**Stored items**
• • • •

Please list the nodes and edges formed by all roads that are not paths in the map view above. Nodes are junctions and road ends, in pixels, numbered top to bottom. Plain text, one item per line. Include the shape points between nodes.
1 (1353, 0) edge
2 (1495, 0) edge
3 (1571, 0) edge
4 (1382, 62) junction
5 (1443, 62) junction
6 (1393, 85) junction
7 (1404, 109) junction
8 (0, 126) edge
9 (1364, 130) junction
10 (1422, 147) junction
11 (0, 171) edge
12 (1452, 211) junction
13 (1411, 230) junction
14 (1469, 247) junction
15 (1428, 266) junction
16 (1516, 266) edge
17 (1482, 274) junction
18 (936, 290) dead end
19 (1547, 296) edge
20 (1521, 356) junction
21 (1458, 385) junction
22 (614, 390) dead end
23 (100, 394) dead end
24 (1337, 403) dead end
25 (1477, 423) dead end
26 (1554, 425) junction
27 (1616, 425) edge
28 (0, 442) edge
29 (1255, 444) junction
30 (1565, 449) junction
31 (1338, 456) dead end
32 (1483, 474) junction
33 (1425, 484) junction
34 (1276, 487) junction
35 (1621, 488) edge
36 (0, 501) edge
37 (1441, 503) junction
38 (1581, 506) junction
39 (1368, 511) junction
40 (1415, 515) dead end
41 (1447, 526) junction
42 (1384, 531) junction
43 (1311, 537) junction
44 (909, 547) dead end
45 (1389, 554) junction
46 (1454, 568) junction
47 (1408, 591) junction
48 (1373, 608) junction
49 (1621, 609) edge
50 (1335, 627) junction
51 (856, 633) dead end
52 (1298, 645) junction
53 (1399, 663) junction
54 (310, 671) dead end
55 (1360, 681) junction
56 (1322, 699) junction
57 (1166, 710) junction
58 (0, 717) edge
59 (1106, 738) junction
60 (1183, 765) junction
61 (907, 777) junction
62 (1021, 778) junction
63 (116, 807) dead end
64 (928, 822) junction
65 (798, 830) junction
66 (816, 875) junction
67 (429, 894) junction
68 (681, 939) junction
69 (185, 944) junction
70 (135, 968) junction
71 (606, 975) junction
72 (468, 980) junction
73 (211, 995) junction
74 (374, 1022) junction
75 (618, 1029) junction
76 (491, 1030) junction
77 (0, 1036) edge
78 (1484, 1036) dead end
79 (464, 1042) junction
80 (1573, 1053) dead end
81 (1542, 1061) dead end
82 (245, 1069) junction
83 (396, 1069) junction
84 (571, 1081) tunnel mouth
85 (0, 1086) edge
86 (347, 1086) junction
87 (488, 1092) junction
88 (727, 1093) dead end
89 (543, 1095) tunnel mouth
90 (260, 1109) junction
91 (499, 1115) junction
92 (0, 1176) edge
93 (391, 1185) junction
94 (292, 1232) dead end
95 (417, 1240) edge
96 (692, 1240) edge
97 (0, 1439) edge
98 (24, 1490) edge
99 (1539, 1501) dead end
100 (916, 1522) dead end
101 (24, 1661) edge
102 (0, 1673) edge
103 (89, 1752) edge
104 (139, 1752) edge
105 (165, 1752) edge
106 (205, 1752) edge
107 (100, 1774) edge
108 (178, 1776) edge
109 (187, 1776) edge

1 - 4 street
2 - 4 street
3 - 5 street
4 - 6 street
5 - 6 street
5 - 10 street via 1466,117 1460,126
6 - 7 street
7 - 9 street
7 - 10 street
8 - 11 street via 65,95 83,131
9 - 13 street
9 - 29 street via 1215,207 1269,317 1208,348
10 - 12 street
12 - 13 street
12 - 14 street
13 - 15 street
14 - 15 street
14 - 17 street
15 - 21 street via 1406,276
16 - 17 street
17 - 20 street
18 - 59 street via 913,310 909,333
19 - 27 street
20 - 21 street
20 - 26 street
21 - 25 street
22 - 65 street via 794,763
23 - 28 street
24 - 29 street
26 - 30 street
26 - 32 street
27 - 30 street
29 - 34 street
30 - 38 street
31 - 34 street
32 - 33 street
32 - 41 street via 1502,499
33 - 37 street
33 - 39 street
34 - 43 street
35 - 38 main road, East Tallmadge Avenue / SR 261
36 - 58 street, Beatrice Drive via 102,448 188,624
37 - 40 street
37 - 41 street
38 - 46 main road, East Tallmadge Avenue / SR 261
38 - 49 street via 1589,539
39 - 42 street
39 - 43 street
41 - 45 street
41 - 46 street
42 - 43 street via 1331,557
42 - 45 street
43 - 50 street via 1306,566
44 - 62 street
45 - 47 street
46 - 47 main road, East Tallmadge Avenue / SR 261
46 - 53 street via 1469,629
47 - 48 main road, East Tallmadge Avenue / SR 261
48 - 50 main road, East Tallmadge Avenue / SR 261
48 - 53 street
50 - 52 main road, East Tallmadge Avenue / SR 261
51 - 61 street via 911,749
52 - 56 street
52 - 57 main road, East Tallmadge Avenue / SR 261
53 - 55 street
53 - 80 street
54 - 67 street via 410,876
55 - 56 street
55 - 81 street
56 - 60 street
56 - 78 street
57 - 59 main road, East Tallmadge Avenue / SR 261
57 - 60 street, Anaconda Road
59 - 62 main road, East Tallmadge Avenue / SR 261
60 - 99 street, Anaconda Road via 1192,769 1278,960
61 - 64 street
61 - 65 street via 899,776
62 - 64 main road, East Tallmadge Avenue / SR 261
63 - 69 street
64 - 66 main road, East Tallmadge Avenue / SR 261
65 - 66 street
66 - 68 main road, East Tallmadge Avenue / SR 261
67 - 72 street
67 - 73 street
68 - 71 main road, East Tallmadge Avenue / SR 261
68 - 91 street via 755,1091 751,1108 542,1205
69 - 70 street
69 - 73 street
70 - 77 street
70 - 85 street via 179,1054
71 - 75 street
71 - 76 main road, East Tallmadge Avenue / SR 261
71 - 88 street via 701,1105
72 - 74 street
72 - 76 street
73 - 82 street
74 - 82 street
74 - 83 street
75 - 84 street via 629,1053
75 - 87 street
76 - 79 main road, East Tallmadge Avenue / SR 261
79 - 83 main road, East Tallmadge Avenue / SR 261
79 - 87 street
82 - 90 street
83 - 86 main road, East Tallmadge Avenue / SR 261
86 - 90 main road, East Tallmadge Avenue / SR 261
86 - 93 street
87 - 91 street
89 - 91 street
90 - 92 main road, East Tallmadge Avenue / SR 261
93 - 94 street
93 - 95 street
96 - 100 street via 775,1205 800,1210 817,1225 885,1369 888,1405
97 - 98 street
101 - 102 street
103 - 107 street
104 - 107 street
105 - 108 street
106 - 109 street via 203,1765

• • • •

Restate all of the entries exactly, please.

**Finished exercise**
Please list the nodes and edges formed by all roads that are not paths in the map view above. Nodes are junctions and road ends, in pixels, numbered top to bottom. Plain text, one item per line. Include the shape points between nodes.
1 (1353, 0) edge
2 (1495, 0) edge
3 (1571, 0) edge
4 (1382, 62) junction
5 (1443, 62) junction
6 (1393, 85) junction
7 (1404, 109) junction
8 (0, 126) edge
9 (1364, 130) junction
10 (1422, 147) junction
11 (0, 171) edge
12 (1452, 211) junction
13 (1411, 230) junction
14 (1469, 247) junction
15 (1428, 266) junction
16 (1516, 266) edge
17 (1482, 274) junction
18 (936, 290) dead end
19 (1547, 296) edge
20 (1521, 356) junction
21 (1458, 385) junction
22 (614, 390) dead end
23 (100, 394) dead end
24 (1337, 403) dead end
25 (1477, 423) dead end
26 (1554, 425) junction
27 (1616, 425) edge
28 (0, 442) edge
29 (1255, 444) junction
30 (1565, 449) junction
31 (1338, 456) dead end
32 (1483, 474) junction
33 (1425, 484) junction
34 (1276, 487) junction
35 (1621, 488) edge
36 (0, 501) edge
37 (1441, 503) junction
38 (1581, 506) junction
39 (1368, 511) junction
40 (1415, 515) dead end
41 (1447, 526) junction
42 (1384, 531) junction
43 (1311, 537) junction
44 (909, 547) dead end
45 (1389, 554) junction
46 (1454, 568) junction
47 (1408, 591) junction
48 (1373, 608) junction
49 (1621, 609) edge
50 (1335, 627) junction
51 (856, 633) dead end
52 (1298, 645) junction
53 (1399, 663) junction
54 (310, 671) dead end
55 (1360, 681) junction
56 (1322, 699) junction
57 (1166, 710) junction
58 (0, 717) edge
59 (1106, 738) junction
60 (1183, 765) junction
61 (907, 777) junction
62 (1021, 778) junction
63 (116, 807) dead end
64 (928, 822) junction
65 (798, 830) junction
66 (816, 875) junction
67 (429, 894) junction
68 (681, 939) junction
69 (185, 944) junction
70 (135, 968) junction
71 (606, 975) junction
72 (468, 980) junction
73 (211, 995) junction
74 (374, 1022) junction
75 (618, 1029) junction
76 (491, 1030) junction
77 (0, 1036) edge
78 (1484, 1036) dead end
79 (464, 1042) junction
80 (1573, 1053) dead end
81 (1542, 1061) dead end
82 (245, 1069) junction
83 (396, 1069) junction
84 (571, 1081) tunnel mouth
85 (0, 1086) edge
86 (347, 1086) junction
87 (488, 1092) junction
88 (727, 1093) dead end
89 (543, 1095) tunnel mouth
90 (260, 1109) junction
91 (499, 1115) junction
92 (0, 1176) edge
93 (391, 1185) junction
94 (292, 1232) dead end
95 (417, 1240) edge
96 (692, 1240) edge
97 (0, 1439) edge
98 (24, 1490) edge
99 (1539, 1501) dead end
100 (916, 1522) dead end
101 (24, 1661) edge
102 (0, 1673) edge
103 (89, 1752) edge
104 (139, 1752) edge
105 (165, 1752) edge
106 (205, 1752) edge
107 (100, 1774) edge
108 (178, 1776) edge
109 (187, 1776) edge

1 - 4 street
2 - 4 street
3 - 5 street
4 - 6 street
5 - 6 street
5 - 10 street via 1466,117 1460,126
6 - 7 street
7 - 9 street
7 - 10 street
8 - 11 street via 65,95 83,131
9 - 13 street
9 - 29 street via 1215,207 1269,317 1208,348
10 - 12 street
12 - 13 street
12 - 14 street
13 - 15 street
14 - 15 street
14 - 17 street
15 - 21 street via 1406,276
16 - 17 street
17 - 20 street
18 - 59 street via 913,310 909,333
19 - 27 street
20 - 21 street
20 - 26 street
21 - 25 street
22 - 65 street via 794,763
23 - 28 street
24 - 29 street
26 - 30 street
26 - 32 street
27 - 30 street
29 - 34 street
30 - 38 street
31 - 34 street
32 - 33 street
32 - 41 street via 1502,499
33 - 37 street
33 - 39 street
34 - 43 street
35 - 38 main road, East Tallmadge Avenue / SR 261
36 - 58 street, Beatrice Drive via 102,448 188,624
37 - 40 street
37 - 41 street
38 - 46 main road, East Tallmadge Avenue / SR 261
38 - 49 street via 1589,539
39 - 42 street
39 - 43 street
41 - 45 street
41 - 46 street
42 - 43 street via 1331,557
42 - 45 street
43 - 50 street via 1306,566
44 - 62 street
45 - 47 street
46 - 47 main road, East Tallmadge Avenue / SR 261
46 - 53 street via 1469,629
47 - 48 main road, East Tallmadge Avenue / SR 261
48 - 50 main road, East Tallmadge Avenue / SR 261
48 - 53 street
50 - 52 main road, East Tallmadge Avenue / SR 261
51 - 61 street via 911,749
52 - 56 street
52 - 57 main road, East Tallmadge Avenue / SR 261
53 - 55 street
53 - 80 street
54 - 67 street via 410,876
55 - 56 street
55 - 81 street
56 - 60 street
56 - 78 street
57 - 59 main road, East Tallmadge Avenue / SR 261
57 - 60 street, Anaconda Road
59 - 62 main road, East Tallmadge Avenue / SR 261
60 - 99 street, Anaconda Road via 1192,769 1278,960
61 - 64 street
61 - 65 street via 899,776
62 - 64 main road, East Tallmadge Avenue / SR 261
63 - 69 street
64 - 66 main road, East Tallmadge Avenue / SR 261
65 - 66 street
66 - 68 main road, East Tallmadge Avenue / SR 261
67 - 72 street
67 - 73 street
68 - 71 main road, East Tallmadge Avenue / SR 261
68 - 91 street via 755,1091 751,1108 542,1205
69 - 70 street
69 - 73 street
70 - 77 street
70 - 85 street via 179,1054
71 - 75 street
71 - 76 main road, East Tallmadge Avenue / SR 261
71 - 88 street via 701,1105
72 - 74 street
72 - 76 street
73 - 82 street
74 - 82 street
74 - 83 street
75 - 84 street via 629,1053
75 - 87 street
76 - 79 main road, East Tallmadge Avenue / SR 261
79 - 83 main road, East Tallmadge Avenue / SR 261
79 - 87 street
82 - 90 street
83 - 86 main road, East Tallmadge Avenue / SR 261
86 - 90 main road, East Tallmadge Avenue / SR 261
86 - 93 street
87 - 91 street
89 - 91 street
90 - 92 main road, East Tallmadge Avenue / SR 261
93 - 94 street
93 - 95 street
96 - 100 street via 775,1205 800,1210 817,1225 885,1369 888,1405
97 - 98 street
101 - 102 street
103 - 107 street
104 - 107 street
105 - 108 street
106 - 109 street via 203,1765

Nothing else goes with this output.